__Work item__. State, as a single number, how many lines in the data below contain "新顺北大街".

(Records excerpted from a collection)
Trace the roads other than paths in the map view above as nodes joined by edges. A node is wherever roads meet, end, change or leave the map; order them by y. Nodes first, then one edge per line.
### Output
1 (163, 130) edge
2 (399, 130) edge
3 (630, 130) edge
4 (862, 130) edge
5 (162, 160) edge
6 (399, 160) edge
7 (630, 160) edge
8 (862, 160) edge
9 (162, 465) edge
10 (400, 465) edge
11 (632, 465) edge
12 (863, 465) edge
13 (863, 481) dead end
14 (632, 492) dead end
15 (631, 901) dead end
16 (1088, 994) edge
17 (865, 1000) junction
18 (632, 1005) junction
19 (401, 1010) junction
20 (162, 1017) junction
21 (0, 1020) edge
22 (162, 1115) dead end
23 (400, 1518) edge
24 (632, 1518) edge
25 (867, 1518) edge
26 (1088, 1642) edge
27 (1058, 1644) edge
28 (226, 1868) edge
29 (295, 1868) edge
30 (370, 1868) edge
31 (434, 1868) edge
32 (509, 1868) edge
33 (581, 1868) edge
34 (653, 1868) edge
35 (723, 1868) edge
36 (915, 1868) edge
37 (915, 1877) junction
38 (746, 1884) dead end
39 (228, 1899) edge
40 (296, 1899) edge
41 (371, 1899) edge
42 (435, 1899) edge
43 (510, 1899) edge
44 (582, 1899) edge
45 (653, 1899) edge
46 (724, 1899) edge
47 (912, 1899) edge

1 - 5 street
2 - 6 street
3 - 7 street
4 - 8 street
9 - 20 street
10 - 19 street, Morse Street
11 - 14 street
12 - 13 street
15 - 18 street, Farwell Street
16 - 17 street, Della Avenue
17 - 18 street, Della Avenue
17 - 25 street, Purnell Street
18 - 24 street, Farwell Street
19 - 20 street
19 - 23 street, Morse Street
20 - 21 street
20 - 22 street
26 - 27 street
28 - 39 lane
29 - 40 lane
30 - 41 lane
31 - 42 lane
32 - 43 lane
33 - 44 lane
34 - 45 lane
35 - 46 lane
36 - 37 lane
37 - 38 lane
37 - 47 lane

* * *

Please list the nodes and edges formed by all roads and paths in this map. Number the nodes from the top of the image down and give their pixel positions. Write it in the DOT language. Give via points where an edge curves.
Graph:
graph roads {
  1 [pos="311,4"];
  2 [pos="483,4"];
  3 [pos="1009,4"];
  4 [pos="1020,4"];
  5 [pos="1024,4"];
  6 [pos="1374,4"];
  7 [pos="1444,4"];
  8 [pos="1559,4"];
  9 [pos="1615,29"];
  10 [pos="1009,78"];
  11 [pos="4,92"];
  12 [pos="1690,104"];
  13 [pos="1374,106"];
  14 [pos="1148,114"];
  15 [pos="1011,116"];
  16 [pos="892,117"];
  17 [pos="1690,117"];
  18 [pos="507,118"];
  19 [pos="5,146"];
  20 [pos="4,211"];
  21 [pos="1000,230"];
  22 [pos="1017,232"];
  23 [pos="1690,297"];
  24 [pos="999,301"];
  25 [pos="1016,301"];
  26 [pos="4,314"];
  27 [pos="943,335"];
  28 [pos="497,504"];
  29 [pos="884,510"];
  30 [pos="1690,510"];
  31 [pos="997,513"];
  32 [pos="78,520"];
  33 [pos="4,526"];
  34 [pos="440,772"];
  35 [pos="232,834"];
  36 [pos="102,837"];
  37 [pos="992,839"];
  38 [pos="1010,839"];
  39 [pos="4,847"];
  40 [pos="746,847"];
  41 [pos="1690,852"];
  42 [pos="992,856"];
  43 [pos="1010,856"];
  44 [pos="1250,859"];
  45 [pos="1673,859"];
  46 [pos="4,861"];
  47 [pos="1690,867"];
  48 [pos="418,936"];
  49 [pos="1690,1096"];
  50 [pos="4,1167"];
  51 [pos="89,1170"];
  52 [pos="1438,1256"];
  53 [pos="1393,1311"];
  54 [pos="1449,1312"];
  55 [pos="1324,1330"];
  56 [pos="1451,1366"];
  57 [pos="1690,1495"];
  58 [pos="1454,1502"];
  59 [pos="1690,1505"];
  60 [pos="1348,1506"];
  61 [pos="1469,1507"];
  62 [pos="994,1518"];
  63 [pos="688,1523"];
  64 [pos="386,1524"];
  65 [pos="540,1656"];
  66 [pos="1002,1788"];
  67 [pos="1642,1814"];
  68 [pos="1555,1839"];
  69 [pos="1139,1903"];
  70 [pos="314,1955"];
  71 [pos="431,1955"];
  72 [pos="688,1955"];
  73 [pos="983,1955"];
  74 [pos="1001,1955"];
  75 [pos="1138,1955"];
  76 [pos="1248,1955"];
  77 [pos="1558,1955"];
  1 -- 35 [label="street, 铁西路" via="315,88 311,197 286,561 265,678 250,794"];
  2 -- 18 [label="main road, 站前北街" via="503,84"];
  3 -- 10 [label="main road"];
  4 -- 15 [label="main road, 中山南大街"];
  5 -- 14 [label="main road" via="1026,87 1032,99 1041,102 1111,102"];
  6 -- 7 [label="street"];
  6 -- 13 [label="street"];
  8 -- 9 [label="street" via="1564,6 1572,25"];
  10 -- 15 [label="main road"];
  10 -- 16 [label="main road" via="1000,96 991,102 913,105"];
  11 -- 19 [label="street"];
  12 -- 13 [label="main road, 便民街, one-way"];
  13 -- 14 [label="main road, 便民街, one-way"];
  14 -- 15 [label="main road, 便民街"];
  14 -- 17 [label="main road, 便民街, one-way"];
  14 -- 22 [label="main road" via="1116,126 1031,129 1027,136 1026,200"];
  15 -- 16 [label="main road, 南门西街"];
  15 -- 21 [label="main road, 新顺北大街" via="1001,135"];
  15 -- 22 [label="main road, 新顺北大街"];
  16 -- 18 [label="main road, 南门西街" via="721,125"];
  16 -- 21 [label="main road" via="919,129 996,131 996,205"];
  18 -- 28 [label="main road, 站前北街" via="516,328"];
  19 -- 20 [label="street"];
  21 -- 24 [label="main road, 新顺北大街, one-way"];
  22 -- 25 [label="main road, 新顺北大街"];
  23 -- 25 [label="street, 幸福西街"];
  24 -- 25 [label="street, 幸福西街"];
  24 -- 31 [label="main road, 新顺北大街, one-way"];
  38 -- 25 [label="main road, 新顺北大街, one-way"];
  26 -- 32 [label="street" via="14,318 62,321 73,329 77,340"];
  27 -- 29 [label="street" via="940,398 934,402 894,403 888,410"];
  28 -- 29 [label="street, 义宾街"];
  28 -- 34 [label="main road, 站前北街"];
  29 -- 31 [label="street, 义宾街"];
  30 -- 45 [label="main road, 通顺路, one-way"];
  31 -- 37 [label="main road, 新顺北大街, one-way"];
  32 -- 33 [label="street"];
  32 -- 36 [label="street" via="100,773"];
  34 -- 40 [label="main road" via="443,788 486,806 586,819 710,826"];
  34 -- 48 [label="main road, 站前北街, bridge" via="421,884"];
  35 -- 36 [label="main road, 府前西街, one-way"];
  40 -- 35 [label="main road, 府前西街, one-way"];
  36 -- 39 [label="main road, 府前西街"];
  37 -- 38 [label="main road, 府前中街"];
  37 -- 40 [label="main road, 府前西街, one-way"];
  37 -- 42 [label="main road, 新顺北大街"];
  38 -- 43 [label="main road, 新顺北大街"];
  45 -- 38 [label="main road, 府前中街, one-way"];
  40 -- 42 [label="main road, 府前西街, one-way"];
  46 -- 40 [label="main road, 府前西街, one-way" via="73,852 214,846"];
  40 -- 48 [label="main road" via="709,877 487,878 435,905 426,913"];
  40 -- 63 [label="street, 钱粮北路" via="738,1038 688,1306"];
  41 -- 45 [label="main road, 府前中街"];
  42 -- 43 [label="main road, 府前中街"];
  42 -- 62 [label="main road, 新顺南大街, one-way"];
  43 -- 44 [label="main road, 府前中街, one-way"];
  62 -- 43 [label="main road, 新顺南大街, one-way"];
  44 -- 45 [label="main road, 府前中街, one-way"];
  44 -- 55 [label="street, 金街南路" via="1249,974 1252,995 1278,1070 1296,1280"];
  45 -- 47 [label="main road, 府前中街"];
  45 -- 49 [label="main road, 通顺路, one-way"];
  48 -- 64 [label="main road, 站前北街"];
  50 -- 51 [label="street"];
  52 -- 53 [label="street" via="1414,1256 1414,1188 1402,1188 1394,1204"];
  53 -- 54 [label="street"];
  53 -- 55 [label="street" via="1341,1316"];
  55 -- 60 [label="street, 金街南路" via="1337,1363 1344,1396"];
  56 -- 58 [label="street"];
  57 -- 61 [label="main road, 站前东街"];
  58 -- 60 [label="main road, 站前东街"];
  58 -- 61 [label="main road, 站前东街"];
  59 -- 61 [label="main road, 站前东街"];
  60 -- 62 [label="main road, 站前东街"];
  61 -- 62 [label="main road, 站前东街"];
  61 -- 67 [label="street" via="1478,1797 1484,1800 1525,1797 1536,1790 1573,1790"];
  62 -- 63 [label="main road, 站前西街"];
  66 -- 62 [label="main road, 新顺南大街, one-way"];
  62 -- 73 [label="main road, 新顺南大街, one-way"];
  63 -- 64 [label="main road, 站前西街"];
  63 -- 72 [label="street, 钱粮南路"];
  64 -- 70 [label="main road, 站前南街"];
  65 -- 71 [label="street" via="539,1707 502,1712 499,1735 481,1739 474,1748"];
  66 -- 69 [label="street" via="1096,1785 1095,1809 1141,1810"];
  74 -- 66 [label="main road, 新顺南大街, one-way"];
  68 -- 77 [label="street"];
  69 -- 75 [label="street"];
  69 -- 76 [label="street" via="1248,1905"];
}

---

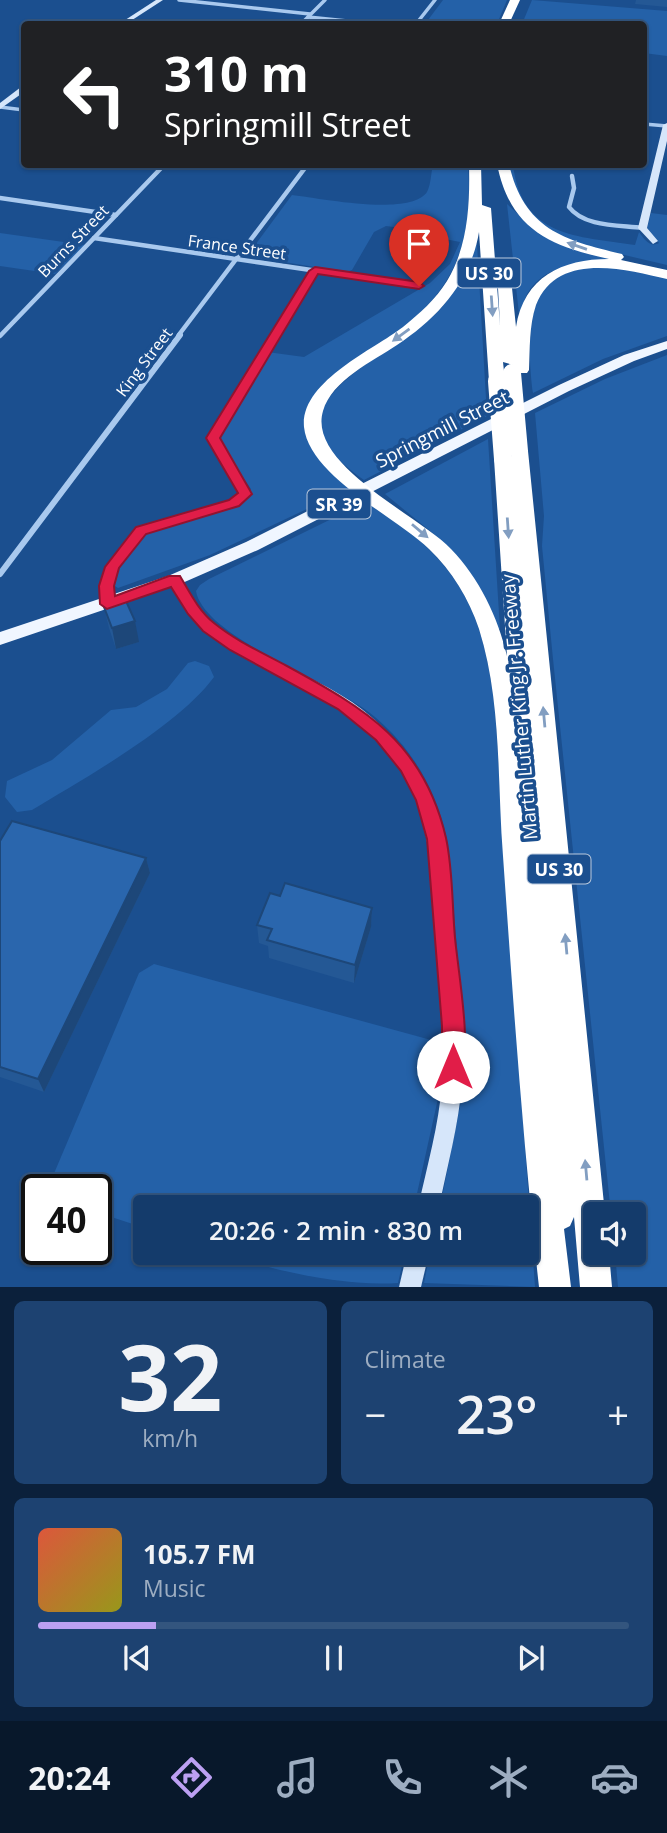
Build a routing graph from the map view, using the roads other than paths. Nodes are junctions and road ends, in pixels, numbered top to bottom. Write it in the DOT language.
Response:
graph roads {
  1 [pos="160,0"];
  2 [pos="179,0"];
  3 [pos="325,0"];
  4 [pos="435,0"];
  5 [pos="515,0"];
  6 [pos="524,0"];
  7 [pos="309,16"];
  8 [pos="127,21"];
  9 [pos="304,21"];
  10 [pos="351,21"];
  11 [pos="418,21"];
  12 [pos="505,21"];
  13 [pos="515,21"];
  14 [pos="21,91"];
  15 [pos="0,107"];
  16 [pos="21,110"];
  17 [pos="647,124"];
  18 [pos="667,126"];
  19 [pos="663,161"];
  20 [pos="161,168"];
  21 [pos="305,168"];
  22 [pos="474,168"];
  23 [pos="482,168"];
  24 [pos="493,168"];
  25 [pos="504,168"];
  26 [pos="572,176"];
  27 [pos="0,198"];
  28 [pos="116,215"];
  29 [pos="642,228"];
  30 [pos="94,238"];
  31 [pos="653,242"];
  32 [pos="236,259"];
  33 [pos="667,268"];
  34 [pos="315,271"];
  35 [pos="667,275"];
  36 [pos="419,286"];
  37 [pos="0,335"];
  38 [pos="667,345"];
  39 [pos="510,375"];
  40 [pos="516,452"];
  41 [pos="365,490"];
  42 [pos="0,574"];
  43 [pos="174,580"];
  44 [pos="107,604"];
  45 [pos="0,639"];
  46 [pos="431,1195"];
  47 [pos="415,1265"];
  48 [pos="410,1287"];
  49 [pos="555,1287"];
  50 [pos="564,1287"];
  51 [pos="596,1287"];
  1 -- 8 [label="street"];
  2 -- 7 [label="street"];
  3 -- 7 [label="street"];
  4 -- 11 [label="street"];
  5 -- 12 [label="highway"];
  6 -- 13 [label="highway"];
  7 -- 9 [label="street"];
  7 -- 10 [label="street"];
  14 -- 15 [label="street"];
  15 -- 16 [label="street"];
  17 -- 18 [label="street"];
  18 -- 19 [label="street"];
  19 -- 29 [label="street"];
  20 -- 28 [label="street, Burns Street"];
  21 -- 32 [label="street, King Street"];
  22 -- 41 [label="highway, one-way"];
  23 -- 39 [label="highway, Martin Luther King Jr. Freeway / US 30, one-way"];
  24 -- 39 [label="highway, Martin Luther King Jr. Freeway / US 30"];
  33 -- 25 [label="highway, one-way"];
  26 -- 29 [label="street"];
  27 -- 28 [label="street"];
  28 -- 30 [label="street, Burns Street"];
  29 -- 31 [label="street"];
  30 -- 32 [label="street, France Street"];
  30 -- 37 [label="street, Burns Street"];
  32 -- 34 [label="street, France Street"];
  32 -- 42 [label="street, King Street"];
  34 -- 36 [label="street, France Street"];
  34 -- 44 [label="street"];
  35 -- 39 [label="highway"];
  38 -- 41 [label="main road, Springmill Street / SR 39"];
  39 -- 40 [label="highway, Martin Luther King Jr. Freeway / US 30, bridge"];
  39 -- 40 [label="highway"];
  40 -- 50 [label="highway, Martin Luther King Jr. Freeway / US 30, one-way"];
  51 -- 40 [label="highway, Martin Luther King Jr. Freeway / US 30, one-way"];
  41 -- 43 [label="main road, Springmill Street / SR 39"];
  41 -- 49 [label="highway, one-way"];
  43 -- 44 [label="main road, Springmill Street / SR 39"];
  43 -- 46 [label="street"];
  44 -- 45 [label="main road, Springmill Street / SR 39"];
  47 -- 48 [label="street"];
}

__Solution__. 9